With new cases and deaths from COVID-19 down significantly, some are advocating for easing restrictions and reopening our economy now. That is a mistake. The best way to honor the sacrifice and heroism of so many New Yorkers on the front lines of this fight is to finish the job.
We have made undeniable progress in flattening the curve. New Yorkers should be proud. But there are three key reasons it is too early to ease up now.
First, you can’t fight an enemy you can’t see. “Seeing” the virus requires expanding our testing capacity dramatically as we enter a new phase of low-level transmission. We need community-based testing in every neighborhood, particularly those that are underserved and have been hardest hit by the virus. We’re not there yet; we still don’t have the tests and materials that we need.
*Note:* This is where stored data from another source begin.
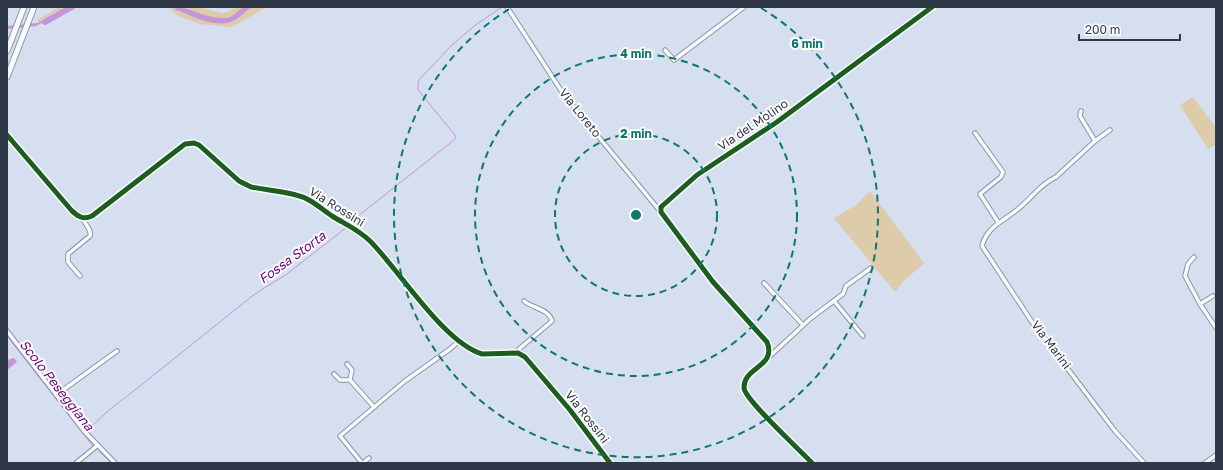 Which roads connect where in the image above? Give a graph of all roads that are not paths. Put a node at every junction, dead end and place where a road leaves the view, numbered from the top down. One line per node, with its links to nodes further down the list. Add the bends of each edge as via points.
1 (24, 7): 7 (highway)
2 (34, 7): 8 (highway)
3 (507, 7): 14 (street, Via Loreto, via 564,95)
4 (744, 7): 6 (street, via 674,60)
5 (932, 7): 14 (street, Via del Molino, via 777,122 697,175 661,206)
6 (666, 50)
7 (7, 51)
8 (7, 77)
9 (1082, 111): 13 (street, via 1080,116)
10 (1110, 130): 13 (street, Via Marini)
11 (974, 133): 16 (street, via 1003,172 1002,176 980,194)
12 (7, 135): 15 (street, via 72,211)
13 (1096, 141): 16 (street, Via Marini, via 1056,177 1048,180 1018,210)
14 (661, 212): 34 (street, via 713,282 767,342 770,352)
15 (82, 218): 19 (street, via 90,230 90,236 68,254 68,262); 23 (street, Via Rossini, via 92,216 185,144 199,145 246,185 295,194 349,225 370,241)
16 (998, 222): 48 (street, Via Marini, via 984,238 982,246 1032,322 1115,431)
17 (1194, 257): 26 (street, via 1188,264 1185,276)
18 (871, 268): 25 (street, via 846,286 843,294)
19 (80, 276)
20 (764, 284): 27 (street)
21 (424, 296): 23 (street)
22 (1213, 296): 26 (street)
23 (420, 300): 31 (street, Via Rossini, via 447,331)
24 (524, 301): 33 (street, via 540,309 552,321 519,349)
25 (834, 301): 27 (street); 30 (street)
26 (1200, 304): 28 (street)
27 (803, 325): 34 (street)
28 (1216, 328)
29 (7, 331): 38 (street)
30 (863, 336)
31 (459, 340): 33 (street, Via Rossini, via 482,354); 39 (street)
32 (117, 351): 38 (street)
33 (518, 353): 46 (street, Via Rossini, via 532,364)
34 (768, 358): 47 (street, via 749,376 744,389 758,408)
35 (347, 364): 37 (street, via 352,370)
36 (334, 374): 37 (street, via 340,380)
37 (350, 380): 39 (street)
38 (56, 395): 40 (street)
39 (374, 407): 45 (street, via 340,436)
40 (98, 445): 43 (street); 44 (street)
41 (1216, 455): 49 (street)
42 (369, 458): 45 (street)
43 (76, 463)
44 (115, 463)
45 (362, 463)
46 (610, 463)
47 (812, 463)
48 (1144, 463)
49 (1205, 463)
Second, in this new phase, every positive test needs to be rapidly traced so positive individuals, as well as their contacts who may have been infected, can take the steps they need to stay well. The city has committed to hiring 1,000 contact tracers by June 1, and needs them on the job before we ease restrictions.
Third, our hospitals are finally becoming less constrained, but we must have the capacity in place to respond effectively to a second surge. And, as we have seen, many New Yorkers can’t safely quarantine at home. The city has begun work to make hotel rooms and wrap-around services available, but we need to scale this effort before reopening.
With these strategies in place, we can begin to reopen New York City safely, focusing on the industries that pose the lowest risk. Life won’t return to normal until we have a vaccine or effective treatment. In the meantime, we need to support our workplaces and our communities with the tools and guidelines they need to stay safe. That will be essential to building back trust in our communities so that New Yorkers can safely return to school and to work.
But if we let this moment get the best of us, we face the worst of both worlds. We will have endured the pain and suffering of the last two months, only to repeat it if we allow the virus to get the best of us again. As health experts have warned, COVID-19 cases will spike again if widespread testing and contact tracing are not in place. This is why pitting the health crisis against the economic crisis is a false choice.
Real leadership in a crisis means knowing that this moment of peril — when early signs of progress tempt us to ease restrictions too soon — is the time to redouble our resolve and see our work through. We must take our progress as a sign we can win this fight, not that the fight is won. When the going gets tough…well, we’re New Yorkers and we know the rest.